- WORK REQUIRED: Would you please write out every record exactly?

Stored dataset items:
★ ★ ★ ★

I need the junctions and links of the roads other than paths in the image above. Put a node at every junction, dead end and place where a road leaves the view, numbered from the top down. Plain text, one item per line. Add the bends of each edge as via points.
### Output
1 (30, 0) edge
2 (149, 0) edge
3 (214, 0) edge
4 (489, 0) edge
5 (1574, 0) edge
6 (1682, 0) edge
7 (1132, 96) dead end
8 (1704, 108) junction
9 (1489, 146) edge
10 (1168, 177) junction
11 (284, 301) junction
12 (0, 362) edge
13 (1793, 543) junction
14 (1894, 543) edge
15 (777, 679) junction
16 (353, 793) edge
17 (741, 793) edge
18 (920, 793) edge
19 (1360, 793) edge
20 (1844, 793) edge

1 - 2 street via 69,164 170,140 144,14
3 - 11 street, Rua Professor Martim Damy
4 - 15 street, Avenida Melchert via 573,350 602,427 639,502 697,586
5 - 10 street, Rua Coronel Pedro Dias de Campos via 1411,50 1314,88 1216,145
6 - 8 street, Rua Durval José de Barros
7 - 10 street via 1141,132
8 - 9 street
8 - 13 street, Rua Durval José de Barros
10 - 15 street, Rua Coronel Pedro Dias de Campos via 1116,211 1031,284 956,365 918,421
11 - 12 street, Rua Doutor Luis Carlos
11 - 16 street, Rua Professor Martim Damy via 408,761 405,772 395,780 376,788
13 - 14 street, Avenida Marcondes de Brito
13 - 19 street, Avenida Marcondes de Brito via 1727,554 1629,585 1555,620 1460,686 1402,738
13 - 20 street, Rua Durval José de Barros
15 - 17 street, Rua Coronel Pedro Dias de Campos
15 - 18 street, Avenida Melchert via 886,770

★ ★ ★ ★

- YOUR SOLUTION:
I need the junctions and links of the roads other than paths in the image above. Put a node at every junction, dead end and place where a road leaves the view, numbered from the top down. Plain text, one item per line. Add the bends of each edge as via points.
### Output
1 (30, 0) edge
2 (149, 0) edge
3 (214, 0) edge
4 (489, 0) edge
5 (1574, 0) edge
6 (1682, 0) edge
7 (1132, 96) dead end
8 (1704, 108) junction
9 (1489, 146) edge
10 (1168, 177) junction
11 (284, 301) junction
12 (0, 362) edge
13 (1793, 543) junction
14 (1894, 543) edge
15 (777, 679) junction
16 (353, 793) edge
17 (741, 793) edge
18 (920, 793) edge
19 (1360, 793) edge
20 (1844, 793) edge

1 - 2 street via 69,164 170,140 144,14
3 - 11 street, Rua Professor Martim Damy
4 - 15 street, Avenida Melchert via 573,350 602,427 639,502 697,586
5 - 10 street, Rua Coronel Pedro Dias de Campos via 1411,50 1314,88 1216,145
6 - 8 street, Rua Durval José de Barros
7 - 10 street via 1141,132
8 - 9 street
8 - 13 street, Rua Durval José de Barros
10 - 15 street, Rua Coronel Pedro Dias de Campos via 1116,211 1031,284 956,365 918,421
11 - 12 street, Rua Doutor Luis Carlos
11 - 16 street, Rua Professor Martim Damy via 408,761 405,772 395,780 376,788
13 - 14 street, Avenida Marcondes de Brito
13 - 19 street, Avenida Marcondes de Brito via 1727,554 1629,585 1555,620 1460,686 1402,738
13 - 20 street, Rua Durval José de Barros
15 - 17 street, Rua Coronel Pedro Dias de Campos
15 - 18 street, Avenida Melchert via 886,770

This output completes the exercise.